It returns the less-trusted (higher TRUST_RANK) of its two inputs — always one of the inputs, never a new state. It is commutative, associative, and idempotent, so the result of folding a set of states with it is independent of visitation order. Every combination / merge / aggregation / alternative site in the live engine uses least_trusted.

taint_join — the provenance-clash join.
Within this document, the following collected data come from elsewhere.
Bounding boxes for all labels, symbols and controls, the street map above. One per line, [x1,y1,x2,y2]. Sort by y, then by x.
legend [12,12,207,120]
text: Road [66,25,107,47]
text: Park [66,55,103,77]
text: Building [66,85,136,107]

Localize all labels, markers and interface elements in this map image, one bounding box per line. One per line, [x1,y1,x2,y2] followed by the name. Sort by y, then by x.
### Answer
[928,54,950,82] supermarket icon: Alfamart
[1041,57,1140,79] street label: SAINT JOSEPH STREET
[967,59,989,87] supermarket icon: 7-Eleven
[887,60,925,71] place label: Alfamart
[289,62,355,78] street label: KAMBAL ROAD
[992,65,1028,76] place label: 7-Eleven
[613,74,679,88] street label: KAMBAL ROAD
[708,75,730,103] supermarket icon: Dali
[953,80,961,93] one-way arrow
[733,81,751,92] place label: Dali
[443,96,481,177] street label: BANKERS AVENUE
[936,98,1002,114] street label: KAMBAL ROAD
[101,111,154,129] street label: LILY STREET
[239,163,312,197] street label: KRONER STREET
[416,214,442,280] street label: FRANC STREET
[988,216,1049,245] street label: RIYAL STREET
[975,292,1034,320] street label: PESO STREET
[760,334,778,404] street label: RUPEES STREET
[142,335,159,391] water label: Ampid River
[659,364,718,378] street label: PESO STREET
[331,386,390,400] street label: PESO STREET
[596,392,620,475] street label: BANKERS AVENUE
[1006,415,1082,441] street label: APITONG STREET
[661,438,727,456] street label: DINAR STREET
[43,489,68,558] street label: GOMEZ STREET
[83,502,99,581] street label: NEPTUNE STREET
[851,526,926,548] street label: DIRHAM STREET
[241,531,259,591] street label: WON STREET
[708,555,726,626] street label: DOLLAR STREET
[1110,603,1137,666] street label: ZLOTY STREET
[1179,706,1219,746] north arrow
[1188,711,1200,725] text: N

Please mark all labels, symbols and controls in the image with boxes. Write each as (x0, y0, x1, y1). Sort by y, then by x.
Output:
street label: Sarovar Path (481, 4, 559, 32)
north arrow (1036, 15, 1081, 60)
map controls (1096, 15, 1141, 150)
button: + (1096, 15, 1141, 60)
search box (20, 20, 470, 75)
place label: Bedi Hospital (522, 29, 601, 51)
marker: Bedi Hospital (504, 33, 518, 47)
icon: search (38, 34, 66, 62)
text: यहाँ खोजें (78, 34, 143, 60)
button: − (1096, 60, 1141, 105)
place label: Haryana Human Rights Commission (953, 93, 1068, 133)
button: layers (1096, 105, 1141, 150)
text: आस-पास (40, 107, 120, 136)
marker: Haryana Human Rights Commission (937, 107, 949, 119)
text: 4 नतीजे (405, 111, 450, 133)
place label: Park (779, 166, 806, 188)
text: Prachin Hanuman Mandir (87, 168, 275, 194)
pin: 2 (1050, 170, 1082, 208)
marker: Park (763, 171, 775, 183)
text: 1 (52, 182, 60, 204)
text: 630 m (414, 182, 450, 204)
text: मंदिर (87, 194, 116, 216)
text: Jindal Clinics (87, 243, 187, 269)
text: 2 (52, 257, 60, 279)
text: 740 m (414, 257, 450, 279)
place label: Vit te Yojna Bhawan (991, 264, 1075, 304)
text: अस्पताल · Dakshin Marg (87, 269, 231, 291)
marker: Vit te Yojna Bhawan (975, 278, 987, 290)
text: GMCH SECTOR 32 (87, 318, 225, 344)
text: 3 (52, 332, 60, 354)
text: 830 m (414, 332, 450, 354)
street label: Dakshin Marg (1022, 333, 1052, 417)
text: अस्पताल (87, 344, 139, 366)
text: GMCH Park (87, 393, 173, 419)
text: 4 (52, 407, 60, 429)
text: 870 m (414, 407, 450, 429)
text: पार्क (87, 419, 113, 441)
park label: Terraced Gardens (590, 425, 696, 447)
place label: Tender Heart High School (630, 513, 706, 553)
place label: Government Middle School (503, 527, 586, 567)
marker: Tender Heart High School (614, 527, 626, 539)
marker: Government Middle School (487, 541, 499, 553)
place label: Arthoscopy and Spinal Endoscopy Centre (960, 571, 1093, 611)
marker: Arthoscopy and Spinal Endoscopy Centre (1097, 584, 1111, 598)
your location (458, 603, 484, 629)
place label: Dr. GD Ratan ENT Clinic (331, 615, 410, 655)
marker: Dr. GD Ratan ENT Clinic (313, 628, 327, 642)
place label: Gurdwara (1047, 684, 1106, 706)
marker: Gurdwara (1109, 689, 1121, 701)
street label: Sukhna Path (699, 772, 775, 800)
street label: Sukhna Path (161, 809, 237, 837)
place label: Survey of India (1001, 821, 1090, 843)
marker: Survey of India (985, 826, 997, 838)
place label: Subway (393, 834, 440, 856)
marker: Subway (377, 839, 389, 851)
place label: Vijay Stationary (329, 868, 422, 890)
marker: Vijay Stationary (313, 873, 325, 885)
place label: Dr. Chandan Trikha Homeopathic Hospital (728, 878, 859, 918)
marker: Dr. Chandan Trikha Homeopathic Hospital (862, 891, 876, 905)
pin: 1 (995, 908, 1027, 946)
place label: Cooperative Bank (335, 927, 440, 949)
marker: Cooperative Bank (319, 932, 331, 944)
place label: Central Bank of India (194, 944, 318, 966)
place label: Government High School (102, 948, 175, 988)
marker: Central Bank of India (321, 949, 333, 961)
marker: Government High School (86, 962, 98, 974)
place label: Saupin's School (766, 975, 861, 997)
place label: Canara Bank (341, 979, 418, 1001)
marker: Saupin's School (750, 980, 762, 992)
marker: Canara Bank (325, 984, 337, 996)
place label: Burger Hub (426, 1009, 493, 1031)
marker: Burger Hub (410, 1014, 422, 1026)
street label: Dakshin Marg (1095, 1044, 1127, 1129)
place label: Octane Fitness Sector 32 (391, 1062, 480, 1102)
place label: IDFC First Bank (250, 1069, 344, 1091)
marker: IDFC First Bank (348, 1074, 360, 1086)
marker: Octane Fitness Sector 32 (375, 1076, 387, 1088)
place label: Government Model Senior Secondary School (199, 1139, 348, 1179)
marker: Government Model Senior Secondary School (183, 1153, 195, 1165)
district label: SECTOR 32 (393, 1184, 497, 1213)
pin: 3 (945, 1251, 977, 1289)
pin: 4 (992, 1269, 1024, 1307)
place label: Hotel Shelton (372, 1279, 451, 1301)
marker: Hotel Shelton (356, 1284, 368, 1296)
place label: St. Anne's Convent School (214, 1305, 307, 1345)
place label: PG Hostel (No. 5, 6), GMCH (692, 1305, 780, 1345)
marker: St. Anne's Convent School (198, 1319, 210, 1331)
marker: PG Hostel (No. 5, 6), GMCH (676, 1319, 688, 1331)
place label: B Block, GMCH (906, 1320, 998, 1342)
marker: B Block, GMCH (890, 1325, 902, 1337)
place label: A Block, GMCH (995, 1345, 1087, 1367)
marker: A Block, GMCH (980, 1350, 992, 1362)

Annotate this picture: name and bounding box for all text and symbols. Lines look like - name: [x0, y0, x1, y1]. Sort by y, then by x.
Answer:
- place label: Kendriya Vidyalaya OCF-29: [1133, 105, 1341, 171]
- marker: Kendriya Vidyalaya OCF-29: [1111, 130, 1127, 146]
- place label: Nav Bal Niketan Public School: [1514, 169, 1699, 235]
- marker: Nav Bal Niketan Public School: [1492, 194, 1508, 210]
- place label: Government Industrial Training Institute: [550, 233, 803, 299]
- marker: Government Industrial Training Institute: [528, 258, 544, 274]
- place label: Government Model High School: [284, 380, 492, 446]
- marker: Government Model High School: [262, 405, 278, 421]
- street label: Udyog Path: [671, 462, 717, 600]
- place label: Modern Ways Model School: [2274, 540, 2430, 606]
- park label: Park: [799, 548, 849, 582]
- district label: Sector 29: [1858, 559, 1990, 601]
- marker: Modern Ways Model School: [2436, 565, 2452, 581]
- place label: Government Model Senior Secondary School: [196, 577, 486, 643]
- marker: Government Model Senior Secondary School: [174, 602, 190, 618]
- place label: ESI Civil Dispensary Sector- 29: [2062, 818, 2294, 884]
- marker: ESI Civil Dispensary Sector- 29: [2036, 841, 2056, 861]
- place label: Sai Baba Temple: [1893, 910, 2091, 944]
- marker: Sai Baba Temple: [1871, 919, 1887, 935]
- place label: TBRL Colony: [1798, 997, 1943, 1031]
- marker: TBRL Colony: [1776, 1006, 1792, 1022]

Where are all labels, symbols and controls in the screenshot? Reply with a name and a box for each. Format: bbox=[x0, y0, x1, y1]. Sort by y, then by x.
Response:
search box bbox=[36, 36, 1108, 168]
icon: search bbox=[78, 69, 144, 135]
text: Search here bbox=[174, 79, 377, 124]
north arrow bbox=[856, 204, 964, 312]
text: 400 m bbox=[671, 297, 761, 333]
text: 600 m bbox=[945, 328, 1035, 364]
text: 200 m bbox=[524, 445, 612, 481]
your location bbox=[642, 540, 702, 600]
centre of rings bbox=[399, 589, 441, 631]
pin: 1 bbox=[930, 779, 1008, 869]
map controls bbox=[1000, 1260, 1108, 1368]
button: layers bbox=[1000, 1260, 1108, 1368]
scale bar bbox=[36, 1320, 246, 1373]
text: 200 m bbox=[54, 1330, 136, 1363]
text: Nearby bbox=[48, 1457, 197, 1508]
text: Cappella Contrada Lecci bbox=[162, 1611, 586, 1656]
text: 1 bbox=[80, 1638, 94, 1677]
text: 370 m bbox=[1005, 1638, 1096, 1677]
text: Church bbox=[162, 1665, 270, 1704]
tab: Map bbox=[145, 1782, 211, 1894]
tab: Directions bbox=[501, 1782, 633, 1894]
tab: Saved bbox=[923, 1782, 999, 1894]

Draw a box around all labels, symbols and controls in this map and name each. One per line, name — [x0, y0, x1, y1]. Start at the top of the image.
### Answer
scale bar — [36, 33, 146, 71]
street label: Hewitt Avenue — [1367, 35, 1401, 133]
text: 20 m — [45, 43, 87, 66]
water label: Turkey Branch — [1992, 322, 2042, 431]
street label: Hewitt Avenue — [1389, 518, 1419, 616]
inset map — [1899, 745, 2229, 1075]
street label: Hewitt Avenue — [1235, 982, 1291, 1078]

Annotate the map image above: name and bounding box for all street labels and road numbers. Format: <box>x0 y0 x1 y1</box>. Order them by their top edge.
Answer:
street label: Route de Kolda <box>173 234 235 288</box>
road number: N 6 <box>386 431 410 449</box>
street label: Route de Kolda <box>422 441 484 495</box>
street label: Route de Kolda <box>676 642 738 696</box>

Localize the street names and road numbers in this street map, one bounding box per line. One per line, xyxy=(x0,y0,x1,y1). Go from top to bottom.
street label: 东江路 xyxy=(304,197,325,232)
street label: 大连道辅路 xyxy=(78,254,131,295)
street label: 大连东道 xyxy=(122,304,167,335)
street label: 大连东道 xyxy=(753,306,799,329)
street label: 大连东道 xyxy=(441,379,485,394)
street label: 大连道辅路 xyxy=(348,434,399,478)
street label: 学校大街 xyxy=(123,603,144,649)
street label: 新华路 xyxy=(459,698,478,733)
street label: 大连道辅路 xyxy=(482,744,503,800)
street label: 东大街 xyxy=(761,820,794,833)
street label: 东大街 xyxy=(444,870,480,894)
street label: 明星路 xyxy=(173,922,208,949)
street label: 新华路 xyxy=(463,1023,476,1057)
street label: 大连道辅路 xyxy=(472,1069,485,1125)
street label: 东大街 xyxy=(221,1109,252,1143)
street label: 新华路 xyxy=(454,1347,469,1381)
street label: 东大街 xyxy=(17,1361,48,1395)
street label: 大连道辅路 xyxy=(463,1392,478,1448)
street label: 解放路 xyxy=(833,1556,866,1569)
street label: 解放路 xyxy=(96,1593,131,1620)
Documented, but unused.

taint_join(INTEGRAL, ASSURED) == MIXED_RAW   # different families clash
least_trusted(INTEGRAL, ASSURED) == ASSURED  # weakest link wins

taint_join models provenance compatibility: combining two values of the same family yields that family's weaker member, but combining two values of different families is treated as a provenance clash and collapses to the absorbing top MIXED_RAW. After the three least_trusted migrations it has no production call site — it is retained deliberately as the documented contrast operator. See the ADR: Retain the 8-state lattice.

The discriminator: why even genuine value-merges use least_trusted

There are three shapes of combination point, and all three resolve to least_trusted at L2:

Shape Example Why least_trusted
Alternative (value is exactly one of N) x = a if c else b; if/else, loop back-edges, try/except, match arms At the merge a variable holds the value of exactly one branch — weakest-link is the sound, precise bound.
Aggregation (a summary of a set) a function's callee-set taint; container literals Aggregating the influence of a set of callees is not building one value by merging provenances — it is a weakest-link summary.
Value-merge (one value built from several) a + b; ",".join(parts); f-strings; .format This is the subtle one — see below.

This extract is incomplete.